Tra completi costosi, collier che costavano più dell’affitto annuale di casa sua e abiti da sera fruscianti, si fermò con il suo flûte ormai vuoto, davanti ad un quadro un po’ particolare, gli ricordava molto certi studi di nudi del pittore espressionista austriaco Egon Schiele.

Forse si stava soffermando un po’ troppo davanti a quel quadro, non voleva dare l’impressione di essere una persona morbosa, anche se, gli sembrava che nessuno si stesse curando di lui, neanche Miss Potts si era fatta vedere.

Si stava allontanando quando una voce calda e sicura gli chiese: “Un po’ troppo dettagliato questo, non trova? Probabilmente è uno dal vero fatto in uno studio ginecologico.”

Lì per lì non riconobbe quella voce, ma quando l’uomo gli si palesò di fianco, per poco non fece scivolare il bicchiere dalle mani.

 

Capelli scuri sapientemente scolpiti in un ciuffo che voleva sembrare casuale ma studiato metodicamente, barba curata e disegnata in un modo che era più unico che raro e che era quasi un tratto distintivo, completo di alta sartoria dalle rifiniture impeccabili che al confronto il suo onestissimo vestito comprato coi saldi ci faceva una figura poco egregia, mani che sorreggevano un bicchiere semivuoto di liquido ambrato, probabilmente whiskey ma più sicuramente bourbon, dita sottili ma forti, definite da una manicure rigorosa ma che nascondeva imperfezioni, sintomo che erano inclini al lavoro, e infine gli occhi, quegli occhi nocciola che avrebbe riconosciuto in mezzo a mille altri, anche a distanza di dieci anni e che aveva cercato per dieci anni.

 

L’uomo continuò a parlare, forse abituato a sentirsi sotto osservazione. “Invitato casuale o uno degli artisti fortunelli?”

Lui deglutì, cercando di mantenere un contegno dovuto ad una persona adulta.

“Artista,” riuscì a rispondere, quasi aveva paura a sbagliarsi nel farlo.

“Tony Stark,” l'uomo elegante tese la mano nel presentarsi.

“Steve Rogers,” replicò, stringendola in modo fermo.

 

Chiaramente non l’aveva riconosciuto. Era cambiato in tutti quegli anni.

Del sano e costante sport lo avevano aiutato a guadagnare centimetri in altezza e in muscolatura e la sua pubertà era arrivata semplicemente più tardi degli altri.

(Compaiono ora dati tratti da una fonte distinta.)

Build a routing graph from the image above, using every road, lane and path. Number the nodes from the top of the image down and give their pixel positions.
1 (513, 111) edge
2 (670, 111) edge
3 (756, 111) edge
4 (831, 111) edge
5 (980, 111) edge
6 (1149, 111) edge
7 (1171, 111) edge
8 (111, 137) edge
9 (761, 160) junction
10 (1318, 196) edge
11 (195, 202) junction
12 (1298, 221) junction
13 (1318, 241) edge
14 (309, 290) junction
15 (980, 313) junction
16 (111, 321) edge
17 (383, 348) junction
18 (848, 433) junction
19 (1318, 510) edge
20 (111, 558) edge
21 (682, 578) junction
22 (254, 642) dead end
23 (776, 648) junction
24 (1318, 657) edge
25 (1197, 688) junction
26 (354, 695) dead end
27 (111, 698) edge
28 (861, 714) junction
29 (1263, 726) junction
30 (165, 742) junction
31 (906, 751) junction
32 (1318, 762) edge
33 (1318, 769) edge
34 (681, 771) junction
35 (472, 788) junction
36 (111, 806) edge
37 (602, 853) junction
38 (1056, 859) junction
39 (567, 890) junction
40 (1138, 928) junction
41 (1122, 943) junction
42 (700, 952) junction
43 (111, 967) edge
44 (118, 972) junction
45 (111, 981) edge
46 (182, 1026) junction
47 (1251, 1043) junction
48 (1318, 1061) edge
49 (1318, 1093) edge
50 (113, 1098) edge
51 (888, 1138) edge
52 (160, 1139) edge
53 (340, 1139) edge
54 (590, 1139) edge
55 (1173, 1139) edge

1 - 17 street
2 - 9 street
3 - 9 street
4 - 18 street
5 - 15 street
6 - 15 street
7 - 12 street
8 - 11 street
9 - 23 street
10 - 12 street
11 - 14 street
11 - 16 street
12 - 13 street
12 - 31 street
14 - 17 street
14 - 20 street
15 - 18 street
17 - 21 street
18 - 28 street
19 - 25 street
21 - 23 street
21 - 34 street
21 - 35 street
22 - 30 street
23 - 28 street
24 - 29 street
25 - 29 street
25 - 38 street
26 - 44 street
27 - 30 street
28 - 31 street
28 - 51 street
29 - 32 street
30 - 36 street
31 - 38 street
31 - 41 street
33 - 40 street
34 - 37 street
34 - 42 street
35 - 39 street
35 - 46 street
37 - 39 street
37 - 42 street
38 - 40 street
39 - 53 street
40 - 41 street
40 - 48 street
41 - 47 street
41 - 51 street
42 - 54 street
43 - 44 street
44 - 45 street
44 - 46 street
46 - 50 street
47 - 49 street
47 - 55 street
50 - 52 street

“Oh, il famoso Steve Rogers. Pepper non fa che parlare di lei. L’ha già conosciuta?”

“N-no. Sono arrivato circa venti minuti fa e ho dato un’occhiata veloce in giro, non ho avuto modo di cercarla, ancora.”

“Tranquillo, starà facendo pubbliche relazioni in giro, non le sfuggirà, non si preoccupi.”

Steve aspettava una reazione, positiva o negativa, una qualunque, non gli importava. Ma gli bastava che arrivasse.

“Sì, mi farebbe piacere incontrarla di persona, abbiamo solo parlato per telefono in queste settimane.”

“Steve Rogers, ha detto?” Stark fece roteare il ghiaccio del suo bicchiere ormai svuotato dall’ultimo sorso.

Per un attimo gli occhi di Steve si illuminarono.

“Mi è familiare questo nome. Ma mi sarei indubbiamente ricordato di lei se ci fossimo già incontrati prima. Probabilmente mi confondo con qualcun altro.”

No. L’aveva dimenticato.

Steve abbassò lo sguardo, notando quanto anche le sue scarpe tirate a lucido risultassero sciatte accanto a quelle di finitura italiana di Stark.

 

La sua cotta adolescenziale era davanti a lui dopo dieci anni e quello l’aveva rimosso completamente. Ma, d’altra parte, non poteva aspettarsi altro.

 

 

 

Era tutto sparso a terra. Fogli, libri, matite. Come accadeva ogni santo giorno.

Bastava uno spintone, neanche tanto violento, a farlo finire con il naso schiacciato contro il pavimento del corridoio e tutte le sue cose alla mercé di chiunque.

“Stecco Rogers, sei proprio uno sfigato, non riesci neanche a stare in piedi da solo.”

Seguivano le immancabili risatine di scherno e l’ingombrante indifferenza del resto della scuola.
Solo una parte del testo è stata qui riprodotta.